Após ter pescoço cortado, cristã sobrevive

O extremista já tinha atacado outra mulher no Egito

A Portas Abertas contou a história de Catherine Ramzy Mikhail que teve o pescoço cortado por um extremista islâmico logo no início de 2020. O motivo do ataque foi porque ela estava sem o hijab, o véu que as mulheres muçulmanas costumam usar. O incidente aconteceu enquanto a cristã estava indo até uma mercearia em Gizé, no subúrbio de Cairo, Egito. “De repente, um homem me agarrou por trás e tampou meus olhos com a mão esquerda, levantou a minha cabeça e cortou minha garganta da esquerda para a direita. Ele gritou ‘Allah Akbar (Alá é grande, em árabe). Eu estou lhe matando porque você está sem véu na cabeça’", conta a vítima.

Ela sentiu uma dor aguda vinda do pescoço, conseguiu escapar e foi ajudada por pessoas que estavam em um café próximo. Eles levaram Catherine até o hospital e encaminharam o agressor, Mamdouh A. à delegacia. Foi a segunda vez que o homem de 31 anos atacou uma cristã da mesma forma. A outra vítima chamada Mary Gamil também subsistiu, e o extremista foi solto porque a polícia alegou que ele tinha uma doença mental. “O cirurgião disse que o corte foi na terceira camada do meu pescoço, cortando através dos músculos. A incisão parou alguns milímetros da minha artéria carótida. É um milagre, eu sobrevivi”, testemunha Catherine.

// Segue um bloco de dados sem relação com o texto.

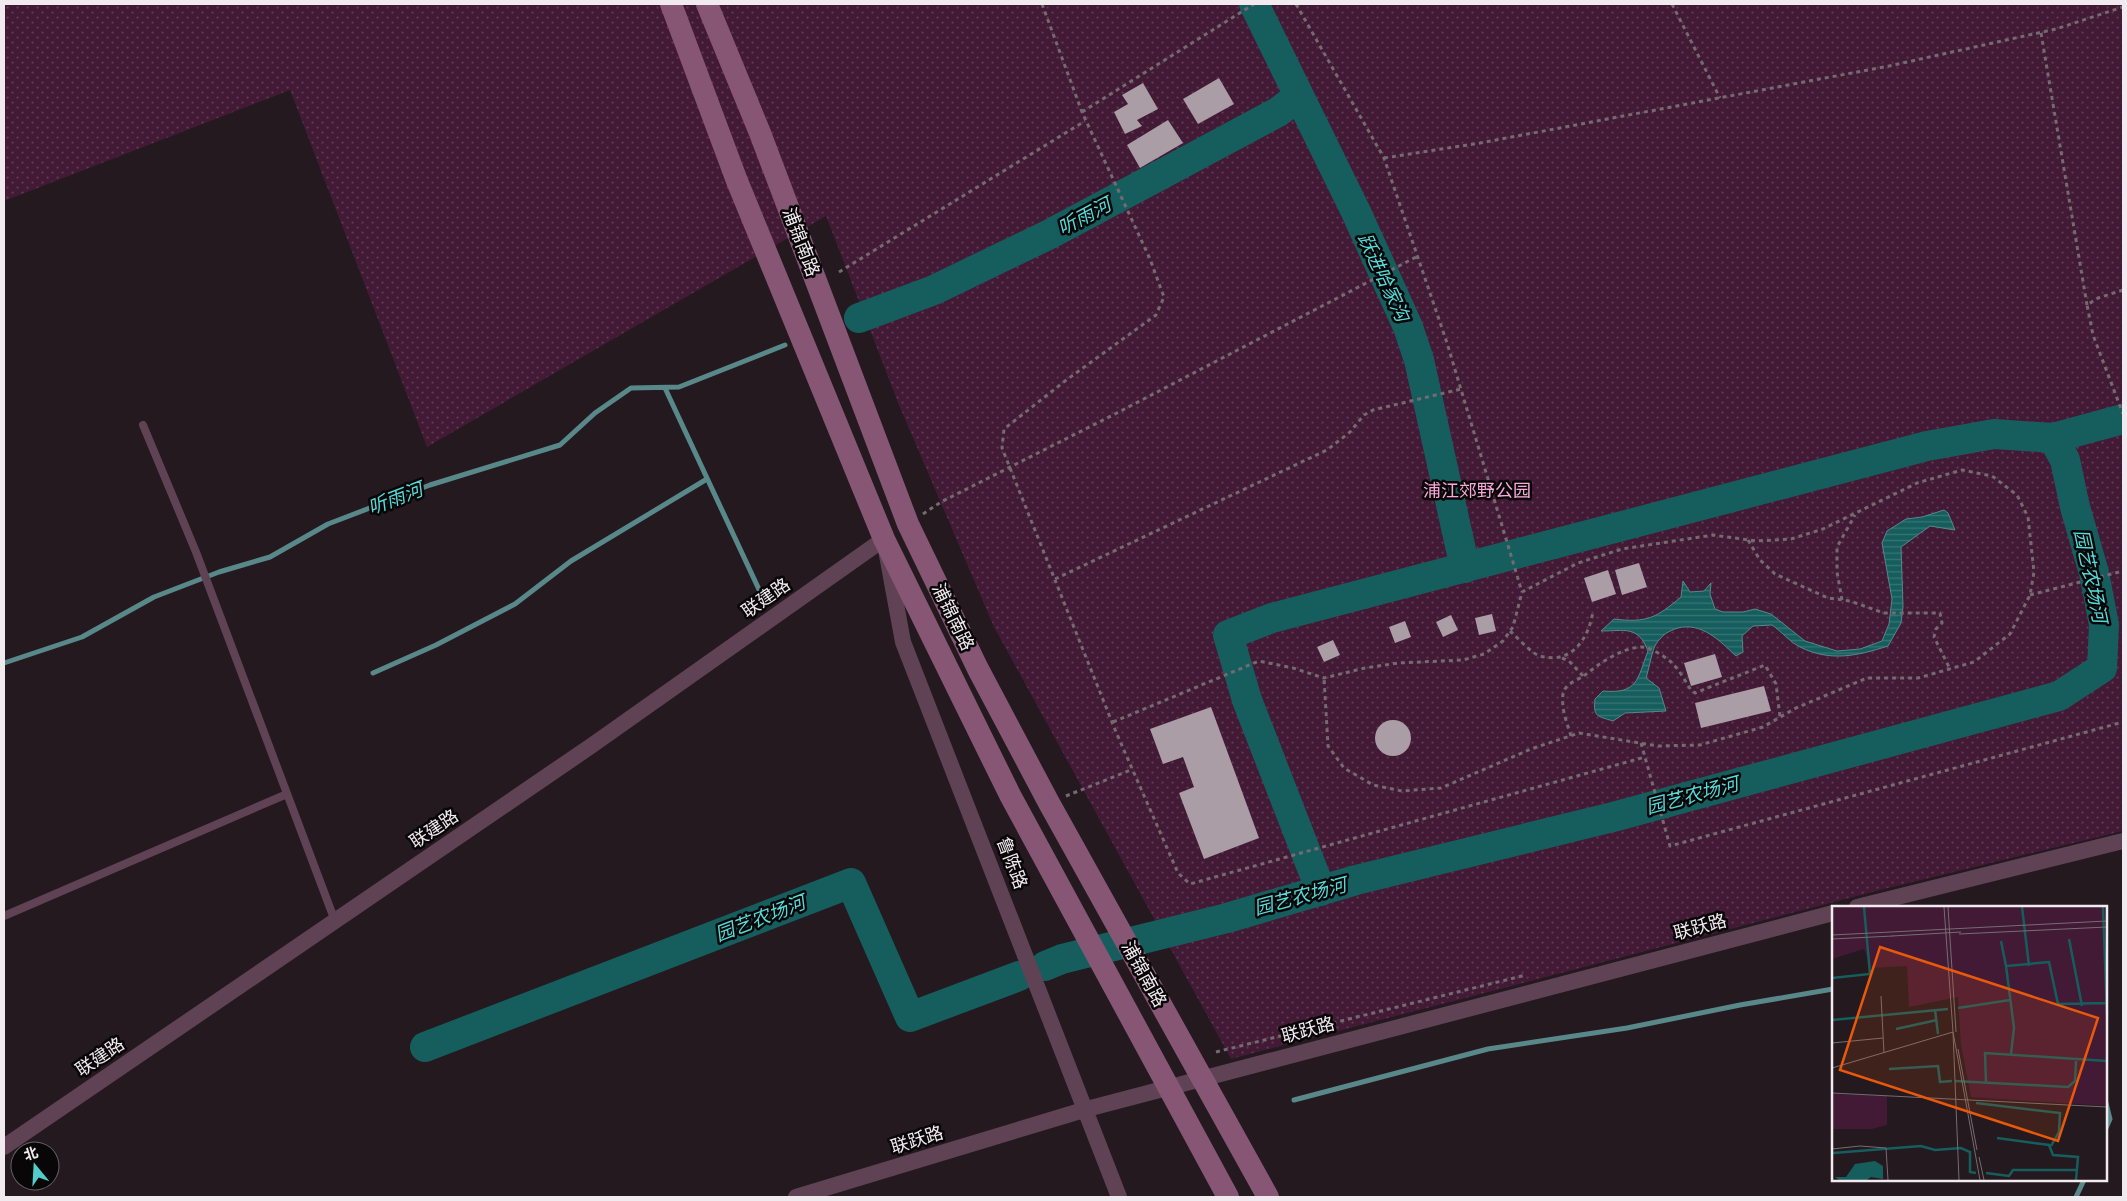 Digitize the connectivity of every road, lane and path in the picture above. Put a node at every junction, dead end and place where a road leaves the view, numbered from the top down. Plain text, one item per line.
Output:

O radical está passando por outro exame psicológico, mas a cristã não acredita que o problema seja este. “O que aconteceu comigo foi um ataque terrorista, um extremista agindo de acordo com as crenças dele. Se ele sair às ruas novamente, vai repetir o crime e mais mulheres serão vítimas”, explica. Catherine e as quatro filhas estão chocadas e com medo de voltar à vida normal. “Eu não consigo esquecer o que aconteceu comigo. Eu não me sinto segura, mas com medo. Por favor, orem por mim”, pede.